Sono quattro anni che vengo in questo posto e non
ho ancora capito perché la TV è posizionata così in
alto. Non l’ho mai chiesto a Jeff, anche perché ci avrò
scambiato solo otto parole da quando lavora qui. Il
nostro è un rapporto riservato, fatto di gesti e sguardi
d’intesa. Quando voglio una birra lui me la prepara.
Semplice ma efficace.
L’anno scorso hanno cambiato il monitor, ne hanno preso
uno nuovo, di quelli con lo schermo sottile,
ma l’hanno messo esattamente dov’era piazzato l’altro,
attaccato al soffitto con un braccio metallico,
appena sopra il bancone, a nove piedi d’altezza.

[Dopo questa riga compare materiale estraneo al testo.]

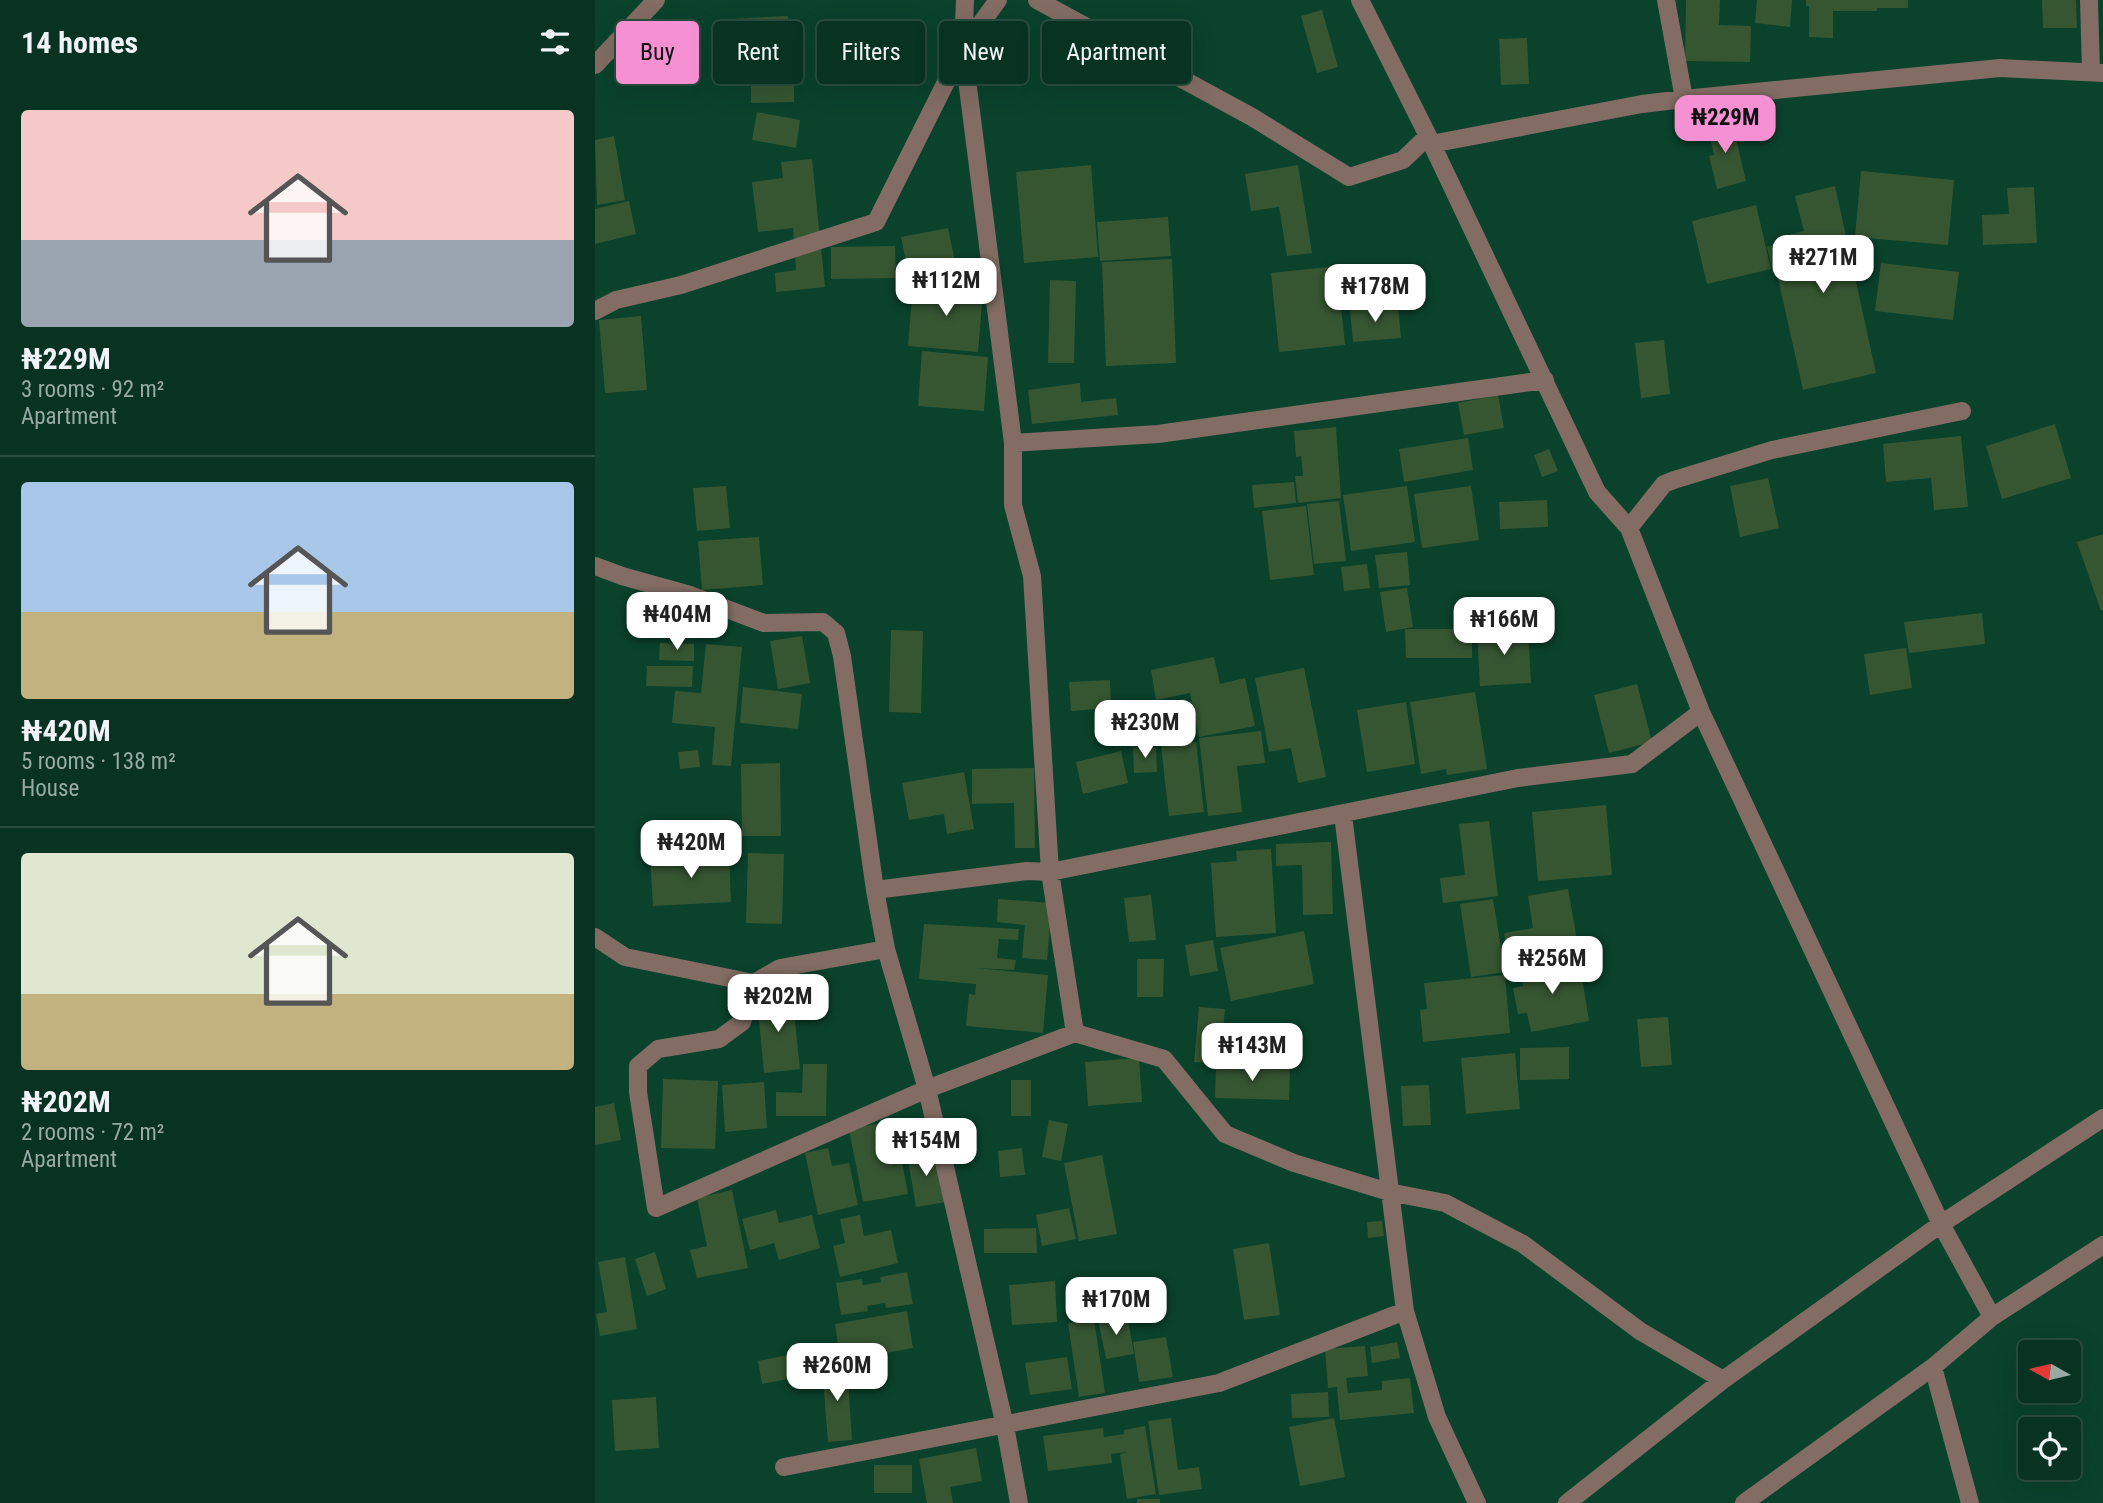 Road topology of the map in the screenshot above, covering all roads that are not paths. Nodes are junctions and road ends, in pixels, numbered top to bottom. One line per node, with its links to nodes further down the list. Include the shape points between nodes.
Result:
1 (656, 0): 10 (street)
2 (965, 0): 8 (street)
3 (998, 0): 9 (street)
4 (1037, 0): 15 (street, via 1252,117 1349,177 1403,160)
5 (1360, 0): 15 (street)
6 (1666, 0): 14 (street)
7 (2089, 0): 11 (street)
8 (964, 21)
9 (983, 21)
10 (595, 65)
11 (2097, 73): 14 (street, via 2000,68)
12 (945, 84): 16 (street, via 876,222 681,285 616,300)
13 (968, 84): 19 (street)
14 (1684, 99): 15 (street)
15 (1430, 140): 17 (street)
16 (595, 312)
17 (1545, 380): 19 (street, via 1158,434); 20 (street, via 1597,492)
18 (1962, 411): 20 (street, via 1772,450 1674,480 1664,484)
19 (1013, 443): 24 (street, via 1013,506 1032,576)
20 (1629, 528): 22 (street)
21 (595, 566): 25 (street, via 764,623 823,622 836,633)
22 (1701, 712): 23 (street, via 1632,764 1518,778); 33 (street)
23 (1343, 815): 24 (street); 32 (street)
24 (1050, 872): 25 (street); 29 (street)
25 (875, 890): 27 (street)
26 (595, 937): 28 (street, via 625,957)
27 (886, 949): 28 (street, via 781,968); 30 (street)
28 (754, 984): 30 (street, via 741,1022 719,1039 658,1049 638,1066 656,1208)
29 (1075, 1033): 30 (street); 32 (street, via 1164,1059 1225,1134 1294,1163)
30 (927, 1089): 39 (street)
31 (2103, 1118): 33 (street)
32 (1389, 1192): 35 (street); 38 (street, via 1445,1203 1523,1244 1640,1331)
33 (1941, 1224): 36 (street); 38 (street)
34 (2103, 1245): 36 (street)
35 (1405, 1311): 39 (street, via 1219,1383); 42 (street, via 1437,1417)
36 (1992, 1317): 37 (street)
37 (1933, 1367): 44 (street); 45 (street)
38 (1723, 1380): 43 (street)
39 (1005, 1426): 40 (street); 41 (street)
40 (784, 1467)
41 (1019, 1503)
42 (1477, 1503)
43 (1567, 1503)
44 (1744, 1503)
45 (1970, 1503)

È
probabile che lo tengano lì per scoraggiare quelli che
vengono qui solo per scroccare le partite. Il torcicollo
è così immediato e forte, che ti viene voglia di cambiare aria.
Io me ne frego del dolore e anche stasera sono
venuto per scolarmi una birra e per guardare la partita insieme
a quattro ubriaconi giunti a fare il pieno
dopo una dura giornata di lavoro, o dopo una giornata passata a
non fare un cazzo. L’esito è comunque lo
stesso per tutti.Continua a leggere
Continua a leggere


Il bancone è di legno scuro, pieno di macchie e
aloni su tutta la superficie. Se ci poggi la mano ti rimane
appiccicata al legno in alcuni punti che non
sono stati puliti a dovere. Anche le piastrelle del pavimento
sono ricoperte da piccole chiazze di vari colori,
residui di chissà quali liquidi. Sul muro, accanto alla
porta del cesso, ci sono delle vecchie sciarpe impolverate
delle migliori squadre del mondo. Alcune sono
talmente scolorite che si fa fatica a capirne le scritte.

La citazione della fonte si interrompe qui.